* [GIVEN RECORDS]:

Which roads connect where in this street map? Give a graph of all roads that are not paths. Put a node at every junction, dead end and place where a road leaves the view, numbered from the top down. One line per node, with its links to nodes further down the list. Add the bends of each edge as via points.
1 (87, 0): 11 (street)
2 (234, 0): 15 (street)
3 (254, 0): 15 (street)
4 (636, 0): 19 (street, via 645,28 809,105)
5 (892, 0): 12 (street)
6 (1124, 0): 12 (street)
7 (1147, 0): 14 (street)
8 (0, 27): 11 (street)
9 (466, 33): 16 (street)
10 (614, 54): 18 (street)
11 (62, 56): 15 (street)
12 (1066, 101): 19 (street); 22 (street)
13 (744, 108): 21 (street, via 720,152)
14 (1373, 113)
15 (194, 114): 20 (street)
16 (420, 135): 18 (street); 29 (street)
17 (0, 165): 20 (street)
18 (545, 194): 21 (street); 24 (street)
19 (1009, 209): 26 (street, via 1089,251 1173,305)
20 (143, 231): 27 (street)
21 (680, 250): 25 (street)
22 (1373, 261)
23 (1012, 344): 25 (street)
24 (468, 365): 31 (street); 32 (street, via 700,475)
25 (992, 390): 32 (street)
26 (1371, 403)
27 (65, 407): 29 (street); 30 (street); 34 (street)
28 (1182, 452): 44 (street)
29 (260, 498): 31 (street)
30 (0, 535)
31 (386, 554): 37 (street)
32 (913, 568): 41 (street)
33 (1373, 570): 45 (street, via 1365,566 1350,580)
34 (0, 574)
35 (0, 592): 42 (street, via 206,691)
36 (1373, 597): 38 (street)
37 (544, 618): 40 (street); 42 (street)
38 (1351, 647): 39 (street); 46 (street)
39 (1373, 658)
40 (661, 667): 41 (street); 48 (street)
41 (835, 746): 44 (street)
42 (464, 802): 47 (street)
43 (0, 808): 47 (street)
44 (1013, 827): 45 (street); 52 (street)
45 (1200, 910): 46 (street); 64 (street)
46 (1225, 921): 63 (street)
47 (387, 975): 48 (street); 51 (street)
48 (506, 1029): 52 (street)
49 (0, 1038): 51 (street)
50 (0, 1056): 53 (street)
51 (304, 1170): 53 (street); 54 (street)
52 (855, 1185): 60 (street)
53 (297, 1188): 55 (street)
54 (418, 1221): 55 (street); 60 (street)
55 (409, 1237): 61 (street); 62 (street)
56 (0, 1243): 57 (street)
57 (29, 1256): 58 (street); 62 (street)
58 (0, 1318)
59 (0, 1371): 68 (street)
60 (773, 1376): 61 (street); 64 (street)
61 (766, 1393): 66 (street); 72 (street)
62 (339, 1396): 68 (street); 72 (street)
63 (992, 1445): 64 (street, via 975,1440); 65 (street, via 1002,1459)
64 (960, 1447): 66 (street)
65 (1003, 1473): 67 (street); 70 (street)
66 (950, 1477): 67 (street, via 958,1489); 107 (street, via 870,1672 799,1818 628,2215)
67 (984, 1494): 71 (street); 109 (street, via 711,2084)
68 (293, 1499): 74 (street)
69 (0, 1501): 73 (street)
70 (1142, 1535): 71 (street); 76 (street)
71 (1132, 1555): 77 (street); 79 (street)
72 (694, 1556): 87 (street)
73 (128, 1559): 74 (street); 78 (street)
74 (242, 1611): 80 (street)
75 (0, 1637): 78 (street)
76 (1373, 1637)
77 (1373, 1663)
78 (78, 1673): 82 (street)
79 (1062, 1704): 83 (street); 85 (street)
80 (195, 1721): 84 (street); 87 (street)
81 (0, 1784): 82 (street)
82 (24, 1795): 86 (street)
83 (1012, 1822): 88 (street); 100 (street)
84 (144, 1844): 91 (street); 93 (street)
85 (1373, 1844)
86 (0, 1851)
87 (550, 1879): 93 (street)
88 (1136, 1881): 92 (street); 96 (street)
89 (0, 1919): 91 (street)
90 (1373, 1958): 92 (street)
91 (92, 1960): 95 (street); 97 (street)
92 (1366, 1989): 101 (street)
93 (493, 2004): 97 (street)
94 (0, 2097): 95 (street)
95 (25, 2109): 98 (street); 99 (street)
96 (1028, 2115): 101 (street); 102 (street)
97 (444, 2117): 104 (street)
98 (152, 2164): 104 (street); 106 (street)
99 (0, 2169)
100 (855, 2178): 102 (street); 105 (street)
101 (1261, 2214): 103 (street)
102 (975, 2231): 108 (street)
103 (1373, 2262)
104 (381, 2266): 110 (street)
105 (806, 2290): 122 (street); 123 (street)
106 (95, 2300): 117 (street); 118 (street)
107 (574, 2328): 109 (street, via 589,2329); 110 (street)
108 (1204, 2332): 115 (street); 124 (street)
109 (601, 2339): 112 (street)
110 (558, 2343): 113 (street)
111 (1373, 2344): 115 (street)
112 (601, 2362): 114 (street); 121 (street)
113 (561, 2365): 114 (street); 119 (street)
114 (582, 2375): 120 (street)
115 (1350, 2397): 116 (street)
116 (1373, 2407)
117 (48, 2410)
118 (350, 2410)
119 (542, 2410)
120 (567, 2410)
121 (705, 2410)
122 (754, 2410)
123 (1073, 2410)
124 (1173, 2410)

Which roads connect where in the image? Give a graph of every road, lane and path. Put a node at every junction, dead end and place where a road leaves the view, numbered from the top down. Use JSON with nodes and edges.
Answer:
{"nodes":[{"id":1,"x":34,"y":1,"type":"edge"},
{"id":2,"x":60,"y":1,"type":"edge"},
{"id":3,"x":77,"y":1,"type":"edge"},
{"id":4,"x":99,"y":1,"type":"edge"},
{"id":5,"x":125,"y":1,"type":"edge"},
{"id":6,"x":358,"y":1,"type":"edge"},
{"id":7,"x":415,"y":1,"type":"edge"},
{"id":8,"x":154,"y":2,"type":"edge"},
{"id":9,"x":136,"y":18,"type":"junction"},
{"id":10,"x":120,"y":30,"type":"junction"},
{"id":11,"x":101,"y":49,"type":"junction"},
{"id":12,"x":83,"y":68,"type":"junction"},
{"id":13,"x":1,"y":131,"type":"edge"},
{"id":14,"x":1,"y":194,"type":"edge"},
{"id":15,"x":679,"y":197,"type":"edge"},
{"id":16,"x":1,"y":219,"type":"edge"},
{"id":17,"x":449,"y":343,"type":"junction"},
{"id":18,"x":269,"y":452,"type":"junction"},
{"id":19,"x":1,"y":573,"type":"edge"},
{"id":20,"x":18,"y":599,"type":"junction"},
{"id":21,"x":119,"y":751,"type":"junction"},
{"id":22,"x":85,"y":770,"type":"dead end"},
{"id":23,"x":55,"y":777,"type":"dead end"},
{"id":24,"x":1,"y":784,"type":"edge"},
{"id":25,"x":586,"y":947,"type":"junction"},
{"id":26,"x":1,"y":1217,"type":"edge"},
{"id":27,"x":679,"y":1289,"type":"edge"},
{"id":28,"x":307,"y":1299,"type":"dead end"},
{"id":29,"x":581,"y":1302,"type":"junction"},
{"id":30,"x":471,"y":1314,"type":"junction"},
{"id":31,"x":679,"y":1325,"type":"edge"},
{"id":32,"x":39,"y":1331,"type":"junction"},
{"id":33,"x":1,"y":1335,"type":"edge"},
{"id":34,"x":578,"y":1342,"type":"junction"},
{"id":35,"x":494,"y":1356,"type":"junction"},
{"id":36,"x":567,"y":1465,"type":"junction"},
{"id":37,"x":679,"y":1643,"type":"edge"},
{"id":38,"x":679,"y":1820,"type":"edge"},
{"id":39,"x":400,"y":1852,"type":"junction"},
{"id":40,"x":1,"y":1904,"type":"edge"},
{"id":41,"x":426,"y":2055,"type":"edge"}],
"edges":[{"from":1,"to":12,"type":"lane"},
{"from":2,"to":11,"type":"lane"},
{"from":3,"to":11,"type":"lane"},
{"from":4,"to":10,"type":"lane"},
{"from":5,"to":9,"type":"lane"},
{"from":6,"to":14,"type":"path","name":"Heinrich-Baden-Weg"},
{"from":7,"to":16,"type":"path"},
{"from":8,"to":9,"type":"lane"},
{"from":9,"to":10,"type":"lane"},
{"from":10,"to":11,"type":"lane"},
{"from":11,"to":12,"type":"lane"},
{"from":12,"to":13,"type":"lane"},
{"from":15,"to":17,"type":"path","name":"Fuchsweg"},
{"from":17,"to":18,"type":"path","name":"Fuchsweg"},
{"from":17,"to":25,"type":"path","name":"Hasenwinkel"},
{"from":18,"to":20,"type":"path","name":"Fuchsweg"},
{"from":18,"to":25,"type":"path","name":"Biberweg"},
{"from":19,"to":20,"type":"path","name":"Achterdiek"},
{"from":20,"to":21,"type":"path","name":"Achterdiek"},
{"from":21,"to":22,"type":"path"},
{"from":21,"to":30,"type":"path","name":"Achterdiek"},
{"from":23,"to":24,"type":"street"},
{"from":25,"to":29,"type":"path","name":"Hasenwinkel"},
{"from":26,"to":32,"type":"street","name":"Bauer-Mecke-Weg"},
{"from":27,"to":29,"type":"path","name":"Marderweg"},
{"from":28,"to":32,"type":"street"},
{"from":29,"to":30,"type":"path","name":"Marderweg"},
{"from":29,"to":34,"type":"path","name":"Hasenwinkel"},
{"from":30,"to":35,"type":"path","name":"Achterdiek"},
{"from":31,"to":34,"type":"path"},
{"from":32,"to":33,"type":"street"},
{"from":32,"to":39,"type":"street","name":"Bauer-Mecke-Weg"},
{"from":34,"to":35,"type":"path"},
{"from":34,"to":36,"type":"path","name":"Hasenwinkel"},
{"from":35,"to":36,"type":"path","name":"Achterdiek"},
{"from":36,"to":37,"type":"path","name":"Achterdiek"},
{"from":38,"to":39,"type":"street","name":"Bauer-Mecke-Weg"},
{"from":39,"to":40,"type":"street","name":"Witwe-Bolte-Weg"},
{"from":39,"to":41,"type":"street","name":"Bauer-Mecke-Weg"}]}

* [WHAT TO DO]:
Filter the entries and keep only the lines holding "edges".

* [WRITTEN SOLUTION]:
Which roads connect where in the image? Give a graph of every road, lane and path. Put a node at every junction, dead end and place where a road leaves the view, numbered from the top down. Use JSON with nodes and edges.
"edges":[{"from":1,"to":12,"type":"lane"},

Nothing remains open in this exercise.